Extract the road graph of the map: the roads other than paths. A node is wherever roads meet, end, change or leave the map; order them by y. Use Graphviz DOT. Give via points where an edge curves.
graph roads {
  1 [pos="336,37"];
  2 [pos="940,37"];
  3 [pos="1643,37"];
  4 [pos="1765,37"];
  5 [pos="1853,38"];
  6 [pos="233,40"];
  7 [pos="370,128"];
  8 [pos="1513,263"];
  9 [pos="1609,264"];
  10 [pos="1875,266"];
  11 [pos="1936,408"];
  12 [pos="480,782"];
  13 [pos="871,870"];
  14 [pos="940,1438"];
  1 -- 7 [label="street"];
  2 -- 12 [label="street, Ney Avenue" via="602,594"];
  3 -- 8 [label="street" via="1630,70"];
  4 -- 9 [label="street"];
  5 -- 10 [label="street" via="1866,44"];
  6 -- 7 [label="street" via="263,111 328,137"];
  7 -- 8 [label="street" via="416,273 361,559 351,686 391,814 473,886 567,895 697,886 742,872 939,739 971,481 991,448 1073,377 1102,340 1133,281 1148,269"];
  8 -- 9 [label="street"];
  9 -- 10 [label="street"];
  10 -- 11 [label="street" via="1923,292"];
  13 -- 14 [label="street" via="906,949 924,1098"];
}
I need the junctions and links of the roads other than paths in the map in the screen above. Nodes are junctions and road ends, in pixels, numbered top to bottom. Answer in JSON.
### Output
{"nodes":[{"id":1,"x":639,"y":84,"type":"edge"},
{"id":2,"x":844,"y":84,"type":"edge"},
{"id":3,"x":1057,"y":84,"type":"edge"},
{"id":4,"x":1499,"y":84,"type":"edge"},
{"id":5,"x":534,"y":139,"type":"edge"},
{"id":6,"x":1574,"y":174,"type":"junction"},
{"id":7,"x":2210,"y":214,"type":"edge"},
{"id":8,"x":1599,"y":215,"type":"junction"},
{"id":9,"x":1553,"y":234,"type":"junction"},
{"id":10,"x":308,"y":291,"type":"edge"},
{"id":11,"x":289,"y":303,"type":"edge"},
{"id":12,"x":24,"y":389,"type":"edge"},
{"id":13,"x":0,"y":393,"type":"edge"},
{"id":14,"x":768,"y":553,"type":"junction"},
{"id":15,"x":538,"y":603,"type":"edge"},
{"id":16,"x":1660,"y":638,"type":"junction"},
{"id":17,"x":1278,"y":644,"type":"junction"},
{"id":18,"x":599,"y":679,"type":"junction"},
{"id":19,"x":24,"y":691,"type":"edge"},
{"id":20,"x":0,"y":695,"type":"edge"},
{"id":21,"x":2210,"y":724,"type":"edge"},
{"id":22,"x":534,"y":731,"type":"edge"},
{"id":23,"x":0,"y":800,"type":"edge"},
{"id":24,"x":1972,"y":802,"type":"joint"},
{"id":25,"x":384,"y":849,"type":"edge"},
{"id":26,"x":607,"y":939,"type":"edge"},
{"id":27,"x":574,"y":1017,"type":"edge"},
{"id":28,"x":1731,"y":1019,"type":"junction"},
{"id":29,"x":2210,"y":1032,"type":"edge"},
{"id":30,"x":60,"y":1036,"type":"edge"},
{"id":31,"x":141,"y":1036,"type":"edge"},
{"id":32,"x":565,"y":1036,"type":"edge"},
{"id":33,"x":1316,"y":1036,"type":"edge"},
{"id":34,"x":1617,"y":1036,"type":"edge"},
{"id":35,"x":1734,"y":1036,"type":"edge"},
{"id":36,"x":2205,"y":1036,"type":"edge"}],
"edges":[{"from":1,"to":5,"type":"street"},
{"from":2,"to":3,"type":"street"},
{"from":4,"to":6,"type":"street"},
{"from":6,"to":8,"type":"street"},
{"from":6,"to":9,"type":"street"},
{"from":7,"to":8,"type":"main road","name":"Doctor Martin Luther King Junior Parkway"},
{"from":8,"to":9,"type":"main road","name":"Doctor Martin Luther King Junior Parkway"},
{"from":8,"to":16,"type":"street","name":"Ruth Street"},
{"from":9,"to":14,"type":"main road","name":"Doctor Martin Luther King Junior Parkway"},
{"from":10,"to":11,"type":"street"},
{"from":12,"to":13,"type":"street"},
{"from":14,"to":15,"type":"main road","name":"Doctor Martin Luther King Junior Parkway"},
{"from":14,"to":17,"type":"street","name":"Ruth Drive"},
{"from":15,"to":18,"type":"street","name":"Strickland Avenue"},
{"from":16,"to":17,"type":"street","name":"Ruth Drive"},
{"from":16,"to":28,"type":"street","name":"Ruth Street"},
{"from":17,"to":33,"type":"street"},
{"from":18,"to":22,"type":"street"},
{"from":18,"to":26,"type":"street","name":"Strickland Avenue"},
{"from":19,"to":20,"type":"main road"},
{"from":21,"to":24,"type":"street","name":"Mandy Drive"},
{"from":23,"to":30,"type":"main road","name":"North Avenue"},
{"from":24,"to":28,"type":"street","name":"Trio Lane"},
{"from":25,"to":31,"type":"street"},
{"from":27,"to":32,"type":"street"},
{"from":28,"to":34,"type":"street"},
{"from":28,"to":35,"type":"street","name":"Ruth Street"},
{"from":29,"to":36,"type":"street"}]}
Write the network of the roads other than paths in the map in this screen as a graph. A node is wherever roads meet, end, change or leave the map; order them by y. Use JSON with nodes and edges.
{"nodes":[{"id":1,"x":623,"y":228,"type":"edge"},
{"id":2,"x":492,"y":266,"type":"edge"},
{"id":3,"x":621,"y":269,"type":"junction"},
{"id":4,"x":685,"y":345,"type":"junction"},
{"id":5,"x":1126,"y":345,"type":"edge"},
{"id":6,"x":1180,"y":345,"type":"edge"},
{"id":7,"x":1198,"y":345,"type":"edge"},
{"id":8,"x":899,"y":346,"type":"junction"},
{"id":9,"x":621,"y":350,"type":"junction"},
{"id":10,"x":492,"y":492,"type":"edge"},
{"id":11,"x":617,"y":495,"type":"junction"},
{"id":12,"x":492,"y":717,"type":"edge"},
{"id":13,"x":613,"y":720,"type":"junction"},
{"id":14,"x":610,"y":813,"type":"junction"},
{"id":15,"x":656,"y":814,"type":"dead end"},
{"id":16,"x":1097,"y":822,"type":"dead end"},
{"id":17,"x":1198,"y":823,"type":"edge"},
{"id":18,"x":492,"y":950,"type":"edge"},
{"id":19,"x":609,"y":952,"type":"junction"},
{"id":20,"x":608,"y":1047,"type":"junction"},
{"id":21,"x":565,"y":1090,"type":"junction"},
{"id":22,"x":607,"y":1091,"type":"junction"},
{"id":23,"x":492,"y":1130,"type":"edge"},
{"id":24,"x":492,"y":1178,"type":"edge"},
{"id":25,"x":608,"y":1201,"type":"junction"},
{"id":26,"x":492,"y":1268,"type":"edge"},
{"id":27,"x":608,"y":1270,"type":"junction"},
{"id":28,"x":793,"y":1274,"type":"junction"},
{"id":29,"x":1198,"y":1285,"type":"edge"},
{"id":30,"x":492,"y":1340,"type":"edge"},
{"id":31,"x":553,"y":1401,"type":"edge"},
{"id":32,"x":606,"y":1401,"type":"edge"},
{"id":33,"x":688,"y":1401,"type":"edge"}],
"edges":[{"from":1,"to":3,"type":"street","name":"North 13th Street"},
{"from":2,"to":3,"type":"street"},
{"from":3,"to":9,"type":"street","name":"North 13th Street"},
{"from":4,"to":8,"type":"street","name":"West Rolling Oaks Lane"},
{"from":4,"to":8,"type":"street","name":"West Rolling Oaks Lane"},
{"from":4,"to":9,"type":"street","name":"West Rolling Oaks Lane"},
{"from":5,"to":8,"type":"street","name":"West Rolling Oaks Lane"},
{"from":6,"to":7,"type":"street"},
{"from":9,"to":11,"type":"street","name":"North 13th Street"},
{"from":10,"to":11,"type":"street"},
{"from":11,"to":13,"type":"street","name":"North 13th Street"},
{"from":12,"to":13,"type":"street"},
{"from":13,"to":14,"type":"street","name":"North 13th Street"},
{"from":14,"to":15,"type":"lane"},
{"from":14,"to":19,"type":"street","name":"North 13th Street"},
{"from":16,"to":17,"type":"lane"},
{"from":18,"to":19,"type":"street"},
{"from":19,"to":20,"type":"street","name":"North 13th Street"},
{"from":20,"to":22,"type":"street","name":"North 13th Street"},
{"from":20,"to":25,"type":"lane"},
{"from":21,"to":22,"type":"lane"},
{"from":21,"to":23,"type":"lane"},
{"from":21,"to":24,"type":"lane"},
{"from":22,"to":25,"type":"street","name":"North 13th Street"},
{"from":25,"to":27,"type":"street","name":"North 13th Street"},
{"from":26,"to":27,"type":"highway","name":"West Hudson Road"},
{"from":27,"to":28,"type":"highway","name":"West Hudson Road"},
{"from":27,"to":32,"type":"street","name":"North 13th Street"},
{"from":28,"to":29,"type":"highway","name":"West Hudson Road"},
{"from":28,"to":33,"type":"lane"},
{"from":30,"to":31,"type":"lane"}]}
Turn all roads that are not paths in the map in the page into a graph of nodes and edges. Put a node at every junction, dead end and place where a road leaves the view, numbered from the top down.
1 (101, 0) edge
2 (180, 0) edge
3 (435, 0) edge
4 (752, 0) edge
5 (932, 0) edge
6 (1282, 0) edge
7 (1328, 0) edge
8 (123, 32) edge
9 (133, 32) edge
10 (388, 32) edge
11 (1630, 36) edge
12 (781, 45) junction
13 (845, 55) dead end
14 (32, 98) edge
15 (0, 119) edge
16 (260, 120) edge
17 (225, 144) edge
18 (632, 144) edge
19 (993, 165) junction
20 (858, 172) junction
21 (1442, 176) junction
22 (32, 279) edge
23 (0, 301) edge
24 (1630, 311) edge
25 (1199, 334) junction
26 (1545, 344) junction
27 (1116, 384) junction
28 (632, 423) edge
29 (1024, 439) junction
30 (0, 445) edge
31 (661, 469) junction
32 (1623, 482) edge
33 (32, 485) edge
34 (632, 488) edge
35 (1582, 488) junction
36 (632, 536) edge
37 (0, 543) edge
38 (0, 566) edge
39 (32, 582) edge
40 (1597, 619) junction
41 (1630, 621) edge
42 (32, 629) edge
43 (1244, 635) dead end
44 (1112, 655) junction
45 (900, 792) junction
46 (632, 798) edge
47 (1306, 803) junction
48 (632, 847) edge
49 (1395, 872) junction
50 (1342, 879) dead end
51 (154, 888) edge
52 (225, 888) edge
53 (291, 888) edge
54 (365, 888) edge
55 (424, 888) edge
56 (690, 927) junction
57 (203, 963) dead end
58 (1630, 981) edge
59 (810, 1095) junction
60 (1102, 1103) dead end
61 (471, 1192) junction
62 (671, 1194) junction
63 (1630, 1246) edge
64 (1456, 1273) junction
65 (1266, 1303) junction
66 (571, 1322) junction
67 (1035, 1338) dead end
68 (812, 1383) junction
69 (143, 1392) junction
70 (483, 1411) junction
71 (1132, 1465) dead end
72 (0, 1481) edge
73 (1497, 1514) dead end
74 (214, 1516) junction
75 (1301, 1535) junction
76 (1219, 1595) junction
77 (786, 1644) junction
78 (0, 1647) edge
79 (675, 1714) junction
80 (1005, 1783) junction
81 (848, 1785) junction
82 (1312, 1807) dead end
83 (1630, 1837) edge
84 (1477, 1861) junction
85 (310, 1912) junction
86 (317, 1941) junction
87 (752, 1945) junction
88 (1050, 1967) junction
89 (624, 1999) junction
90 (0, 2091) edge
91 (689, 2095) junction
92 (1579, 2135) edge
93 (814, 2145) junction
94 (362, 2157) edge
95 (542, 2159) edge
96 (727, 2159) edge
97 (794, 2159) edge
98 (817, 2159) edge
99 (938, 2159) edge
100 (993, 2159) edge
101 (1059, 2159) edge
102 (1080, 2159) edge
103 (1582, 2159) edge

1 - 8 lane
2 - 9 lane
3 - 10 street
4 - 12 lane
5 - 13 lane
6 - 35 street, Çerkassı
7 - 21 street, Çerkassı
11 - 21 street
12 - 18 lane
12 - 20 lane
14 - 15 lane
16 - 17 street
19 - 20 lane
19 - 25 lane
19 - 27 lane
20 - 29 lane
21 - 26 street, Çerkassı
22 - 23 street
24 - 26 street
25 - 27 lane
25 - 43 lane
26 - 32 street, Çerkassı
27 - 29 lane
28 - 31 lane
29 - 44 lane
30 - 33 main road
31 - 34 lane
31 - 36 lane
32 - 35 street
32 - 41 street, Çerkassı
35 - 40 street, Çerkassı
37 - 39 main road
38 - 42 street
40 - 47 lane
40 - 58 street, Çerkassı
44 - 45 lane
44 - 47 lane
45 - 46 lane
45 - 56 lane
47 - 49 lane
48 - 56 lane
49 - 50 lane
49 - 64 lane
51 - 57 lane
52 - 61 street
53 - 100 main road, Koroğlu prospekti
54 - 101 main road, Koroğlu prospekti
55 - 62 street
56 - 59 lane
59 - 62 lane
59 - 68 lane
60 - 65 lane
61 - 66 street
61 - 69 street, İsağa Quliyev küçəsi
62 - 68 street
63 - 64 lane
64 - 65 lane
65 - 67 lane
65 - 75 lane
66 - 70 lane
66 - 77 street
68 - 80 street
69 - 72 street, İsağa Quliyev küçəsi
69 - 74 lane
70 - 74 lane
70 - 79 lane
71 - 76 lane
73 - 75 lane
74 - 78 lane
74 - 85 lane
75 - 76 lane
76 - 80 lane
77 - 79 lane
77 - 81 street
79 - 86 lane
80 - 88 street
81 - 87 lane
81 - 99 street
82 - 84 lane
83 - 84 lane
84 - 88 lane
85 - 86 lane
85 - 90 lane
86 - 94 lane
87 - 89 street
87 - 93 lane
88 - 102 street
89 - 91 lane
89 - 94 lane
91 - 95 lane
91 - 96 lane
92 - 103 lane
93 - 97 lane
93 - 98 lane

● ● ● ● ●

#### Required action
The lines of the records that contain the string "meet" should be located and copied.

#### Task result
Extract the road graph of the map: the roads other than paths. A node is wherever roads meet, end, change or leave the map; order them by y. Use Graphviz DOT. Give via points where an edge curves.
Write the network of the roads other than paths in the map in this screen as a graph. A node is wherever roads meet, end, change or leave the map; order them by y. Use JSON with nodes and edges.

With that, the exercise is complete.